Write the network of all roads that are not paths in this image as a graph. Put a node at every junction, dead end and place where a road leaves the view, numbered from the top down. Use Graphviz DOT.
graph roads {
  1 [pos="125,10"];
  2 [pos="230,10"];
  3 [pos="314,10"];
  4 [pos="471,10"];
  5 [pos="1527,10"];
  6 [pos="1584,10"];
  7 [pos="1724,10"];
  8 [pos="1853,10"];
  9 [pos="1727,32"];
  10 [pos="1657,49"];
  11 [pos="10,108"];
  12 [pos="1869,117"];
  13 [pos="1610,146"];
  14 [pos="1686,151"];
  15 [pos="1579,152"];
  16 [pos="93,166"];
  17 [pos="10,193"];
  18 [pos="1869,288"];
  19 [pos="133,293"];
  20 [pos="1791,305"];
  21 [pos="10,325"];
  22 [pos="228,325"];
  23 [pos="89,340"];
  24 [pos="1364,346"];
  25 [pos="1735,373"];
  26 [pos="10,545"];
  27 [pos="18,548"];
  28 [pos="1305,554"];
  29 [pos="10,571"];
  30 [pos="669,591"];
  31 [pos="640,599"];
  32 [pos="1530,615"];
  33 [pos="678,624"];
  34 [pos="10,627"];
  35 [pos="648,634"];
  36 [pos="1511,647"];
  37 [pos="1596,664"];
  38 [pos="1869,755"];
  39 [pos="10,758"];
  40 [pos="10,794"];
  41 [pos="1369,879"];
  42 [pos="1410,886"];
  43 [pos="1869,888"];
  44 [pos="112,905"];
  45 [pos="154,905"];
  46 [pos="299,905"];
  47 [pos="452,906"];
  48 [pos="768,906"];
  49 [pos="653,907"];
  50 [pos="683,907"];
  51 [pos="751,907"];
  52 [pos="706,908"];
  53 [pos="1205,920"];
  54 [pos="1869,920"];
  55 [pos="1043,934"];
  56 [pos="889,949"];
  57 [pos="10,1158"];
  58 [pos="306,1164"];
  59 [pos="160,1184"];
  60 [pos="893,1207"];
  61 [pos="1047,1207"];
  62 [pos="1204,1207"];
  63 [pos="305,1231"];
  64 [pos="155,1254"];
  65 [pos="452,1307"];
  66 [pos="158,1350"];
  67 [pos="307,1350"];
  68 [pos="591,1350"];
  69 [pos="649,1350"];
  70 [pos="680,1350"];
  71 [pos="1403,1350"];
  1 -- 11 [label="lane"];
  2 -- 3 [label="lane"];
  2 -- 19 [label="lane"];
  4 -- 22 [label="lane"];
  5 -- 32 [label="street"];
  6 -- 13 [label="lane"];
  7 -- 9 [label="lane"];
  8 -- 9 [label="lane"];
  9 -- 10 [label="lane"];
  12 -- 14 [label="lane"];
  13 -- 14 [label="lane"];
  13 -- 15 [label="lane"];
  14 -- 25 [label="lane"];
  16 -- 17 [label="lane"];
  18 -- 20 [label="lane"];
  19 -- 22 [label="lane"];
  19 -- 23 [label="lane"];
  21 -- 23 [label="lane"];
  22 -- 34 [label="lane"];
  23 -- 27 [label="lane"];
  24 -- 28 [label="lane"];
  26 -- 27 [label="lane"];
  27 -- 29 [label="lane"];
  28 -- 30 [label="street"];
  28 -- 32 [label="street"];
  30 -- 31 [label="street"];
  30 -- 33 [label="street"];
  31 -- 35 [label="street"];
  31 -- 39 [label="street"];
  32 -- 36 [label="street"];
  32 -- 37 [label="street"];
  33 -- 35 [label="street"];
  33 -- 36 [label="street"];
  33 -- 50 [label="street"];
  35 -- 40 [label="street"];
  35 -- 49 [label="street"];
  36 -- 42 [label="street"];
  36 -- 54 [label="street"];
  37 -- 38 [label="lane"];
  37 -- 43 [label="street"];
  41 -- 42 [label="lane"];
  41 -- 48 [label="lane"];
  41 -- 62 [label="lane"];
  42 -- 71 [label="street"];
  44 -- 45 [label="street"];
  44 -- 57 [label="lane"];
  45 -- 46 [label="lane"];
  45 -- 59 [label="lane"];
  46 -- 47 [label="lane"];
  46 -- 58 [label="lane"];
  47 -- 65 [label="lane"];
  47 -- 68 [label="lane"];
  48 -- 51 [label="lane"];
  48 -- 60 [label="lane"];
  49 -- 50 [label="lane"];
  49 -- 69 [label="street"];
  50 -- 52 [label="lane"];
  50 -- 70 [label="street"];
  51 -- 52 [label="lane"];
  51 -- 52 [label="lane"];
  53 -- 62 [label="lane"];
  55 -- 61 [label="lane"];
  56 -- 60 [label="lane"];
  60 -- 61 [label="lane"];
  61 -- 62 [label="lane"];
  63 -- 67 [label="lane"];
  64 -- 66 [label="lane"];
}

*About this task:*
All the records above need to be transcribed exactly and in full.

*Response to the task:*
Write the network of all roads that are not paths in this image as a graph. Put a node at every junction, dead end and place where a road leaves the view, numbered from the top down. Use Graphviz DOT.
graph roads {
  1 [pos="125,10"];
  2 [pos="230,10"];
  3 [pos="314,10"];
  4 [pos="471,10"];
  5 [pos="1527,10"];
  6 [pos="1584,10"];
  7 [pos="1724,10"];
  8 [pos="1853,10"];
  9 [pos="1727,32"];
  10 [pos="1657,49"];
  11 [pos="10,108"];
  12 [pos="1869,117"];
  13 [pos="1610,146"];
  14 [pos="1686,151"];
  15 [pos="1579,152"];
  16 [pos="93,166"];
  17 [pos="10,193"];
  18 [pos="1869,288"];
  19 [pos="133,293"];
  20 [pos="1791,305"];
  21 [pos="10,325"];
  22 [pos="228,325"];
  23 [pos="89,340"];
  24 [pos="1364,346"];
  25 [pos="1735,373"];
  26 [pos="10,545"];
  27 [pos="18,548"];
  28 [pos="1305,554"];
  29 [pos="10,571"];
  30 [pos="669,591"];
  31 [pos="640,599"];
  32 [pos="1530,615"];
  33 [pos="678,624"];
  34 [pos="10,627"];
  35 [pos="648,634"];
  36 [pos="1511,647"];
  37 [pos="1596,664"];
  38 [pos="1869,755"];
  39 [pos="10,758"];
  40 [pos="10,794"];
  41 [pos="1369,879"];
  42 [pos="1410,886"];
  43 [pos="1869,888"];
  44 [pos="112,905"];
  45 [pos="154,905"];
  46 [pos="299,905"];
  47 [pos="452,906"];
  48 [pos="768,906"];
  49 [pos="653,907"];
  50 [pos="683,907"];
  51 [pos="751,907"];
  52 [pos="706,908"];
  53 [pos="1205,920"];
  54 [pos="1869,920"];
  55 [pos="1043,934"];
  56 [pos="889,949"];
  57 [pos="10,1158"];
  58 [pos="306,1164"];
  59 [pos="160,1184"];
  60 [pos="893,1207"];
  61 [pos="1047,1207"];
  62 [pos="1204,1207"];
  63 [pos="305,1231"];
  64 [pos="155,1254"];
  65 [pos="452,1307"];
  66 [pos="158,1350"];
  67 [pos="307,1350"];
  68 [pos="591,1350"];
  69 [pos="649,1350"];
  70 [pos="680,1350"];
  71 [pos="1403,1350"];
  1 -- 11 [label="lane"];
  2 -- 3 [label="lane"];
  2 -- 19 [label="lane"];
  4 -- 22 [label="lane"];
  5 -- 32 [label="street"];
  6 -- 13 [label="lane"];
  7 -- 9 [label="lane"];
  8 -- 9 [label="lane"];
  9 -- 10 [label="lane"];
  12 -- 14 [label="lane"];
  13 -- 14 [label="lane"];
  13 -- 15 [label="lane"];
  14 -- 25 [label="lane"];
  16 -- 17 [label="lane"];
  18 -- 20 [label="lane"];
  19 -- 22 [label="lane"];
  19 -- 23 [label="lane"];
  21 -- 23 [label="lane"];
  22 -- 34 [label="lane"];
  23 -- 27 [label="lane"];
  24 -- 28 [label="lane"];
  26 -- 27 [label="lane"];
  27 -- 29 [label="lane"];
  28 -- 30 [label="street"];
  28 -- 32 [label="street"];
  30 -- 31 [label="street"];
  30 -- 33 [label="street"];
  31 -- 35 [label="street"];
  31 -- 39 [label="street"];
  32 -- 36 [label="street"];
  32 -- 37 [label="street"];
  33 -- 35 [label="street"];
  33 -- 36 [label="street"];
  33 -- 50 [label="street"];
  35 -- 40 [label="street"];
  35 -- 49 [label="street"];
  36 -- 42 [label="street"];
  36 -- 54 [label="street"];
  37 -- 38 [label="lane"];
  37 -- 43 [label="street"];
  41 -- 42 [label="lane"];
  41 -- 48 [label="lane"];
  41 -- 62 [label="lane"];
  42 -- 71 [label="street"];
  44 -- 45 [label="street"];
  44 -- 57 [label="lane"];
  45 -- 46 [label="lane"];
  45 -- 59 [label="lane"];
  46 -- 47 [label="lane"];
  46 -- 58 [label="lane"];
  47 -- 65 [label="lane"];
  47 -- 68 [label="lane"];
  48 -- 51 [label="lane"];
  48 -- 60 [label="lane"];
  49 -- 50 [label="lane"];
  49 -- 69 [label="street"];
  50 -- 52 [label="lane"];
  50 -- 70 [label="street"];
  51 -- 52 [label="lane"];
  51 -- 52 [label="lane"];
  53 -- 62 [label="lane"];
  55 -- 61 [label="lane"];
  56 -- 60 [label="lane"];
  60 -- 61 [label="lane"];
  61 -- 62 [label="lane"];
  63 -- 67 [label="lane"];
  64 -- 66 [label="lane"];
}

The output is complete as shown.